Les contrevérités sur l’amnistie et le concept de vérité et Réconciliation

D’abord, il est nécessaire de dénoncer toutes les contrevérités liées à la notion de l’amnistie et sur lesquelles se fondent les arguments de la HAT et ses sympathisants.

Selon eux : la commission Vérité et Réconciliation traitera la question d’amnistie de ceux qui ont commis des crimes de sang et des crimes financiers, notamment les « détournements de deniers publics ».

Disons le tout net : cette première contrevérité, au-delà de l’absurdité qui la sous-tend en liant les crimes de sang (atteintes aux droits de l’homme) et les détournements de deniers publics ne vise qu’une personne : Pierrot Rajaonarivelo. Tout simplement parce que celui-ci a été condamné par le régime de Ravalomanana pour détournement de deniers publics, non pas que les faits qui lui sont reprochés soient fondés mais tout simplement parce qu’étant un chef politique d’envergure et, donc, craint par ses adversaires, il faisait (déjà) de l’ombre à Marc Ravalomanana et son parti, car il était (déjà, aussi) le seul capable de compromettre les chances de ceux-ci de gagner les élections successives qui se sont déroulées depuis 2002. Cela a été maintes fois prouvé notamment par l’acte de « déni de justice » grave entrepris par Marc Ravalomanana en 2006, lorsque celui-ci empêcha le retour de Pierrot Rajaonarivelo à Madagascar de façon scandaleuse et rocambolesque en allant jusqu’à fermer aéroports, ports et espace aérien pour éviter que celui-ci mette les pieds sur le territoire malgache, au lieu de faire procéder, dès son arrivée, à son arrestation, au vu des faits qui lui étaient reprochés et sur lesquels la soi-disante justice s’était prononcée. Une seule raison : cette condamnation n’avait - et n’a toujours pas d’ailleurs - ni queue ni tête.

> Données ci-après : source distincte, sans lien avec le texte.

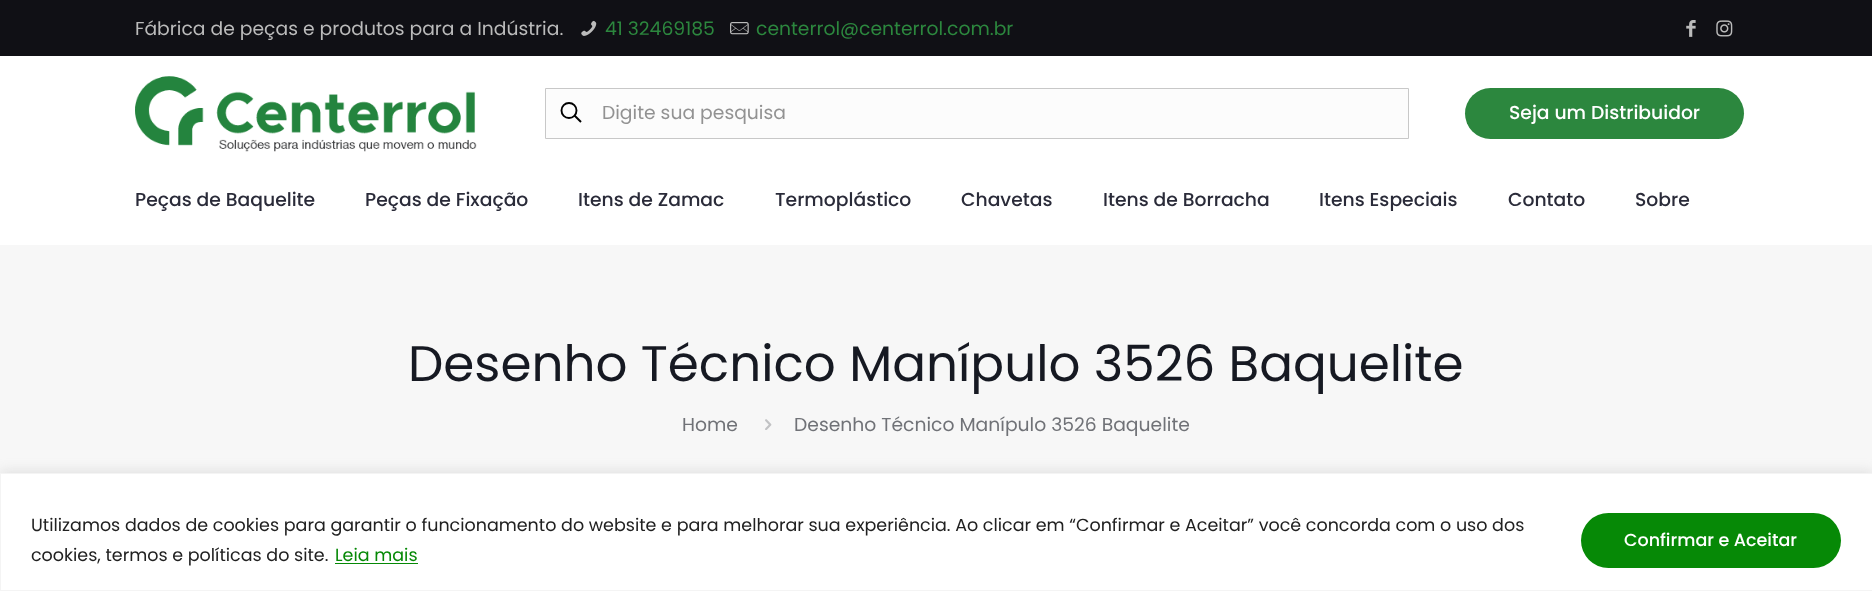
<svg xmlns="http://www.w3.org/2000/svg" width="1872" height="591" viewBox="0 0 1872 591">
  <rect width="100%" height="100%" fill="#f7f7f7"/>
  <path d="M0 0h1872v56H0z" fill="#101015"/>
  <image x="581" y="20" width="16" height="16" href="img/1.png"/>
  <image x="730" y="22" width="19" height="13" href="img/2.png"/>
  <image x="1686" y="20" width="10" height="17" href="img/3.png"/>
  <image x="1716" y="20" width="17" height="17" href="img/4.png"/>
  <path d="M0 56h1872v189H0z" fill="#fff"/>
  <image x="135" y="76" width="342" height="76" href="img/5.png"/>
  <path d="M545.5 88.5h863v50H545.5z" fill="#fcfcfc" stroke="#c8c8c8"/>
  <circle cx="569" cy="110.5" r="7.5" fill="none" stroke="#000" stroke-width="1.9"/>
  <path d="M574.5 115.5L581 122" fill="none" stroke="#000" stroke-width="1.9"/>
  <rect x="1465" y="88" width="279" height="51" rx="25.5" fill="#2c873e"/>
  <image x="765" y="419" width="7" height="11" href="img/6.png"/>
  <path d="M0 471h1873v119H0z" fill="#acabab4d" filter="blur(6px)"/>
  <path d="M0.5 473.5h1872v117H0.5z" fill="#fff" stroke="#f4f4f4"/>
  <path d="M335 563h83v1H335z" fill="#068906"/>
  <rect x="1581" y="513" width="260" height="55" rx="27.5" fill="#068906"/>
  <text x="135" y="35" font-family="Poppins" font-size="18.75" fill="#bbb">Fábrica de peças e produtos para a Indústria.</text>
  <g font-family="Poppins" font-size="18.75" fill="#2c873e">
    <text x="605" y="35">41 32469185</text>
    <text x="756" y="35">centerrol@centerrol.com.br</text>
  </g>
  <text x="602" y="119" font-family="Poppins" font-size="18.75" fill="#929292">Digite sua pesquisa</text>
  <text x="1509" y="119" font-family="Poppins" font-size="18.75" font-weight="500" fill="#fff">Seja um Distribuidor</text>
  <g font-family="Poppins" font-size="18.75" font-weight="500" fill="#2a2b39">
    <text x="135" y="206">Peças de Baquelite</text>
    <text x="365" y="206">Peças de Fixação</text>
    <text x="578" y="206">Itens de Zamac</text>
    <text x="775" y="206">Termoplástico</text>
    <text x="961" y="206">Chavetas</text>
    <text x="1103" y="206">Itens de Borracha</text>
    <text x="1319" y="206">Itens Especiais</text>
    <text x="1508" y="206">Contato</text>
    <text x="1635" y="206">Sobre</text>
  </g>
  <text x="408" y="381" font-family="Poppins" font-size="50" fill="#161922">Desenho Técnico Manípulo 3526 Baquelite</text>
  <g font-family="Poppins" font-size="18.75" fill="#707277">
    <text x="682" y="431">Home</text>
    <text x="794" y="431">Desenho Técnico Manípulo 3526 Baquelite</text>
  </g>
  <g font-family="Poppins" font-size="17.5" fill="#212121">
    <text x="31" y="531">Utilizamos dados de cookies para garantir o funcionamento do website e para melhorar sua experiência. Ao clicar em “Confirmar e Aceitar” você concorda com o uso dos</text>
    <text x="31" y="561">cookies, termos e políticas do site.</text>
  </g>
  <text x="335" y="561" font-family="Poppins" font-size="17.5" fill="#068906">Leia mais</text>
  <text x="1624" y="546" font-family="Poppins" font-size="17.5" font-weight="500" fill="#fff">Confirmar e Aceitar</text>
</svg>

Ceci étant, lier les crimes de sang et les détournements de deniers publics dans un concept de « Vérité et Réconciliation » relève du moins de l’ignorance primaire, sinon d’une absurdité intellectuelle sans bornes.

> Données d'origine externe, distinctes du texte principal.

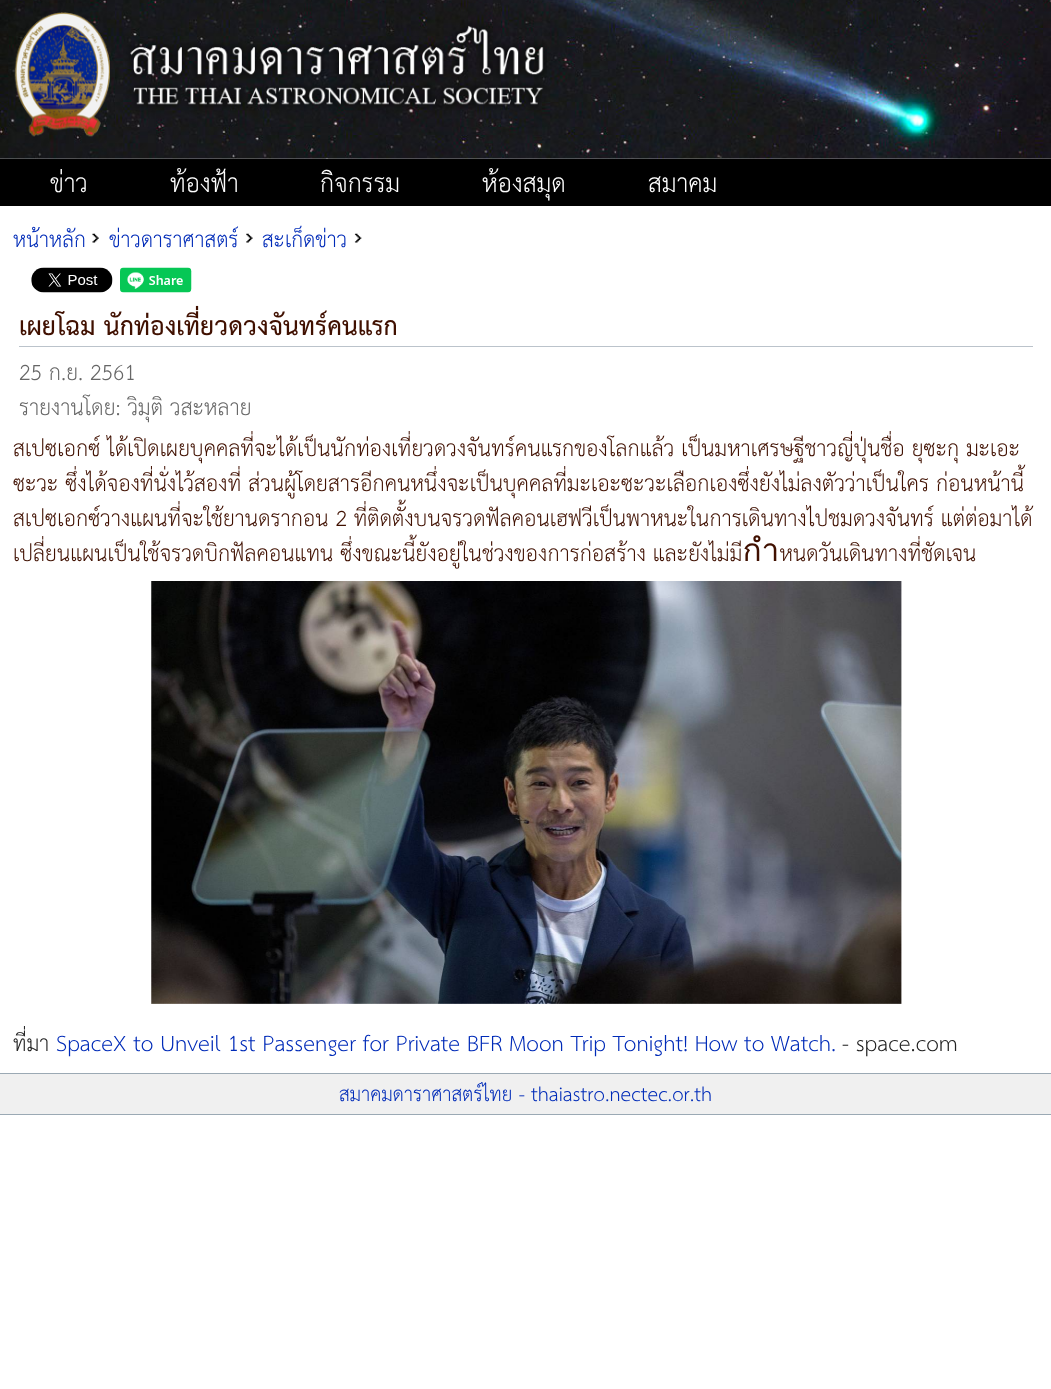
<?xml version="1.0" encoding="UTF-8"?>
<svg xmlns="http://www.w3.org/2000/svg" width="1051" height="1389">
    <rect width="100%" height="100%" fill="#FFFFFF"/>
    <image x="0" y="0" width="1051" height="159" href="img_01.png"/>
    <image x="14" y="12" width="533" height="125" href="img_02.png"/>
    <rect x="0" y="159" width="1051" height="47" fill="#000000"/>
    <text x="50" y="192" font-family="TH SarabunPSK" font-size="36.75" fill="#FFFFFF">ข่าว</text>
    <text x="170" y="192" font-family="TH SarabunPSK" font-size="36.75" fill="#FFFFFF">ท้องฟ้า</text>
    <text x="320" y="192" font-family="TH SarabunPSK" font-size="36.75" fill="#FFFFFF">กิจกรรม</text>
    <text x="482" y="192" font-family="TH SarabunPSK" font-size="36.75" fill="#FFFFFF">ห้องสมุด</text>
    <text x="648" y="192" font-family="TH SarabunPSK" font-size="36.75" fill="#FFFFFF">สมาคม</text>
    <text x="13" y="247" font-family="TH SarabunPSK" font-size="31" fill="#002BB8">หน้าหลัก</text>
    <image x="92" y="233" width="7" height="10" href="img_03.png"/>
    <text x="109" y="247" font-family="TH SarabunPSK" font-size="31" fill="#002BB8">ข่าวดาราศาสตร์</text>
    <image x="246" y="233" width="7" height="10" href="img_04.png"/>
    <text x="262" y="247" font-family="TH SarabunPSK" font-size="31" fill="#002BB8">สะเก็ดข่าว</text>
    <image x="354" y="233" width="8" height="10" href="img_05.png"/>
    <image x="31" y="267" width="82" height="26" href="img_06.png"/>
    <image x="120" y="267" width="72" height="26" href="img_07.png"/>
    <rect x="19" y="346" width="1014" height="1" fill="#BBC3CB"/>
    <text x="19" y="335" font-family="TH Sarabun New" font-size="36.75" font-weight="700" fill="#401000">เผยโฉม นักท่องเที่ยวดวงจันทร์คนแรก</text>
    <text font-family="TH SarabunPSK" font-size="31.7" fill="#676767">
        <tspan x="19" y="380">25 ก.ย. 2561</tspan>
        <tspan x="19" y="415">รายงานโดย: วิมุติ วสะหลาย</tspan>
    </text>
    <text font-family="TH SarabunPSK" font-size="31.7" fill="#401000">
        <tspan x="13" y="456">สเปซเอกซ์ ได้เปิดเผยบุคคลที่จะได้เป็นนักท่องเที่ยวดวงจันทร์คนแรกของโลกแล้ว เป็นมหาเศรษฐีชาวญี่ปุ่นชื่อ ยุซะกุ มะเอะ</tspan>
        <tspan x="13" y="491">ซะวะ ซึ่งได้จองที่นั่งไว้สองที่ ส่วนผู้โดยสารอีกคนหนึ่งจะเป็นบุคคลที่มะเอะซะวะเลือกเองซึ่งยังไม่ลงตัวว่าเป็นใคร ก่อนหน้านี้</tspan>
        <tspan x="13" y="526">สเปซเอกซ์วางแผนที่จะใช้ยานดรากอน 2 ที่ติดตั้งบนจรวดฟัลคอนเฮฟวีเป็นพาหนะในการเดินทางไปชมดวงจันทร์ แต่ต่อมาได้</tspan>
        <tspan x="13" y="561">เปลี่ยนแผนเป็นใช้จรวดบิกฟัลคอนแทน ซึ่งขณะนี้ยังอยู่ในช่วงของการก่อสร้าง และยังไม่มีกำหนดวันเดินทางที่ชัดเจน</tspan>
    </text>
    <image x="151" y="581" width="751" height="423" href="img_08.png"/>
    <text x="13" y="1051" font-family="TH SarabunPSK" font-size="31.7" fill="#222222">ที่มา</text>
    <text x="56" y="1051" font-family="TH SarabunPSK" font-size="31.7" fill="#002BB8">SpaceX to Unveil 1st Passenger for Private BFR Moon Trip Tonight! How to Watch.</text>
    <text x="842" y="1051" font-family="TH SarabunPSK" font-size="31.7" fill="#222222">- space.com</text>
    <rect x="0" y="1074" width="1051" height="40" fill="#F0F0F0"/>
    <rect x="0" y="1073" width="1051" height="1" fill="#9BA9B4"/>
    <rect x="0" y="1114" width="1051" height="1" fill="#9BA9B4"/>
    <text x="339" y="1101" font-family="TH SarabunPSK" font-size="28.5" fill="#002BB8">สมาคมดาราศาสตร์ไทย - thaiastro.nectec.or.th</text>
</svg>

Toutes les commissions de Vérité et Réconciliation ayant eu cours dans l’histoire de plus de 30 pays sont, exclusivement, rattachées aux cas de crimes portant atteintes aux droits de l’homme : viol, assassinat, meurtres, exactions, tortures…, un acte ayant mis en contact « des victimes » et des « bourreaux ». Le site « truthcommission.org » qui donne le plus d’informations sur cette question de « Commission de vérité et Réconciliation » précise que c’est « la violence » qui est à l’origine de cette forme extrajudiciaire du concept de Vérité et Réconciliation. Celle-ci a pour vocation : d’abord de « rendre leur dignité aux victimes » et, ensuite, « d’amnistier » les bourreaux qui, après en avoir fait la demande, osent confesser leurs fautes.

Tous ceux qui s’écartent de cette notion ne sont malheureusement que des personnes faisant l’apologie des mensonges et ne peuvent en aucun cas parler de concept de « Vérité et Réconciliation ».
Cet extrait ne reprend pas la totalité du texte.